В заднюю дверь постучали, и вошел их сосед Шон Долан – он был одет так, как одевался всегда, когда шел в церковь.
– После службы я к вам присоединюсь, – сказал он Берни. – Где мы встретимся?
– На Гардинерз-корнер, и не позднее двух, – сказал Берни. – Мы надеемся, придет достаточно народу, чтобы остановить там фашистов.
– Портовые рабочие будут все до единого, – сказал Шон восторженно.
– А почему? – спросила Милли. – Разве фашисты вас ненавидят?

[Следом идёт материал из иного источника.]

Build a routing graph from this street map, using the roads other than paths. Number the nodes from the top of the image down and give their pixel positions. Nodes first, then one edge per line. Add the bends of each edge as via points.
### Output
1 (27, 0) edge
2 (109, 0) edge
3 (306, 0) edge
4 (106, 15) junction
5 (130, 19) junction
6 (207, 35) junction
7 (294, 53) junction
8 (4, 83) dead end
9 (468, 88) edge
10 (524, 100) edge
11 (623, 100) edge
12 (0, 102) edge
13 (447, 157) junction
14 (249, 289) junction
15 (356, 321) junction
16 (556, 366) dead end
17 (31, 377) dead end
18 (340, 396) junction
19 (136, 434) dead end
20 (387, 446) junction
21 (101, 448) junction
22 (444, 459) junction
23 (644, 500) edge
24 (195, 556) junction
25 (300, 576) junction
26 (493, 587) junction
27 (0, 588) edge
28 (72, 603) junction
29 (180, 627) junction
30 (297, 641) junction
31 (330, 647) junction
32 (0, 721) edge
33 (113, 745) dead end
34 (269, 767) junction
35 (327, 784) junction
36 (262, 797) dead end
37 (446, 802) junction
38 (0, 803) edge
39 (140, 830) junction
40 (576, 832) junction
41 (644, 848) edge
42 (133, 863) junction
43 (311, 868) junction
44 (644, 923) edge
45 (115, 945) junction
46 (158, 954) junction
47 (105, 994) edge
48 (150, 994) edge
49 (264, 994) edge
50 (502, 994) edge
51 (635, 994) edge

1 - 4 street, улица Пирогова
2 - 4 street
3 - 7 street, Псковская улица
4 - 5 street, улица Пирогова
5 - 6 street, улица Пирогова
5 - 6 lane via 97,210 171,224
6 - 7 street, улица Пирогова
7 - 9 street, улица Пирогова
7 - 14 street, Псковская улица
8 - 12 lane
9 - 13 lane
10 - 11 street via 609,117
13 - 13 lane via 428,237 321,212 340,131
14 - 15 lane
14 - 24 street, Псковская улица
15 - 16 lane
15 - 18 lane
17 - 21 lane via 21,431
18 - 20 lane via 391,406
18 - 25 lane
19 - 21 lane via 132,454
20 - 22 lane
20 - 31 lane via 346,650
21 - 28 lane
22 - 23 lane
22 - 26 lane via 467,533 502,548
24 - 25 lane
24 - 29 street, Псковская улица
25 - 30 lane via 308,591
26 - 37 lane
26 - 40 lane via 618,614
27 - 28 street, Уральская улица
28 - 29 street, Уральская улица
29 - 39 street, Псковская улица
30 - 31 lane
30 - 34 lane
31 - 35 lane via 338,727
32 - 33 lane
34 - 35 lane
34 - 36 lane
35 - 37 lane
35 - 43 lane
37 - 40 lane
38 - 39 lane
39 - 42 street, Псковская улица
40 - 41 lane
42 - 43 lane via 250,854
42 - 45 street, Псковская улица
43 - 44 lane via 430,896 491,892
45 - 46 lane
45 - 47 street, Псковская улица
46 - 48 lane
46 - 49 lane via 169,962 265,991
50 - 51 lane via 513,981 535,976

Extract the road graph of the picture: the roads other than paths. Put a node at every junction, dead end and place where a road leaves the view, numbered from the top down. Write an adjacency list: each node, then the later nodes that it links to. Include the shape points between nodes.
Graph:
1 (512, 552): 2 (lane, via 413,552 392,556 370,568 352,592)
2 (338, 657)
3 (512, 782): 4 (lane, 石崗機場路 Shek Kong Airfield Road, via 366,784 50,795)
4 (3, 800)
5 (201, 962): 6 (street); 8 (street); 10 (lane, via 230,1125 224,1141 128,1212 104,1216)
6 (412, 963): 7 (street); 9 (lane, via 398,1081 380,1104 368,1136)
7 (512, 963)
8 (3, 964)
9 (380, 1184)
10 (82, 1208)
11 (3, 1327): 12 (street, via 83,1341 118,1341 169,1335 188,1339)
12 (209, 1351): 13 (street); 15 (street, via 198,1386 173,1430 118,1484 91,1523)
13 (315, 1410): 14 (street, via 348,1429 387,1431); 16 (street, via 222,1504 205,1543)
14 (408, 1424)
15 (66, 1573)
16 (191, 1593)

Ведь нет?
– Милая девочка, вы слишком молоды, чтобы это помнить, но евреи нас всегда поддерживали, – пояснил Шон. – Во время портовой забастовки тысяча девятьсот двенадцатого года, когда мне было всего девять лет, наш отец не мог нас прокормить, и нас с братом взяла к себе миссис Исаакс, жена пекаря с Нью-роуд, да благословит ее господь за большое, доброе сердце. Тогда сотни ребятишек портовых рабочих оказались в еврейских семьях. И так же было в тысяча девятьсот двадцать шестом. И мы не позволим этой фашистской мрази появиться на наших улицах, – извините за выражение, миссис Леквиз.
Ллойд приободрился. В Ист-Энде были тысячи докеров. Если все придут, это значительно пополнит их ряды.
Снаружи раздался мужской голос, усиленный рупором.
– Не пустим Мосли в Степни! – сказал он. – Собираемся в два часа дня на Гардинерз-корнер!
Ллойд допил чай и встал. Сегодня ему отводилась роль наблюдателя, надо было узнавать, где находятся фашисты, и сообщать о происходящем Берни, в Еврейский народный совет. Его карманы были набиты большими коричневыми пенни, чтобы звонить из телефона-автомата.
– Я, пожалуй, пойду, – сказал он. – Фашисты наверняка уже собираются.
Мама встала и пошла за ним к двери.
– Смотри не ввязывайся в драку, – сказала она. – Помнишь, чем это кончилось в Берлине?
– Я буду осторожен, – пообещал Ллойд.
– Если тебе выбьют зубы, – попыталась пошутить мама, – ты перестанешь нравиться своей богатой американке.
– Я ей и так не нравлюсь.
– Не верю. Какая девушка перед тобой устоит?
– Мам, ну ничего со мной не случится, – сказал Ллойд. – Ну правда.
– Ладно, надо радоваться хотя бы тому, что ты не едешь в эту проклятую Испанию.
– Сегодня точно не еду. – Ллойд поцеловал маму и вышел.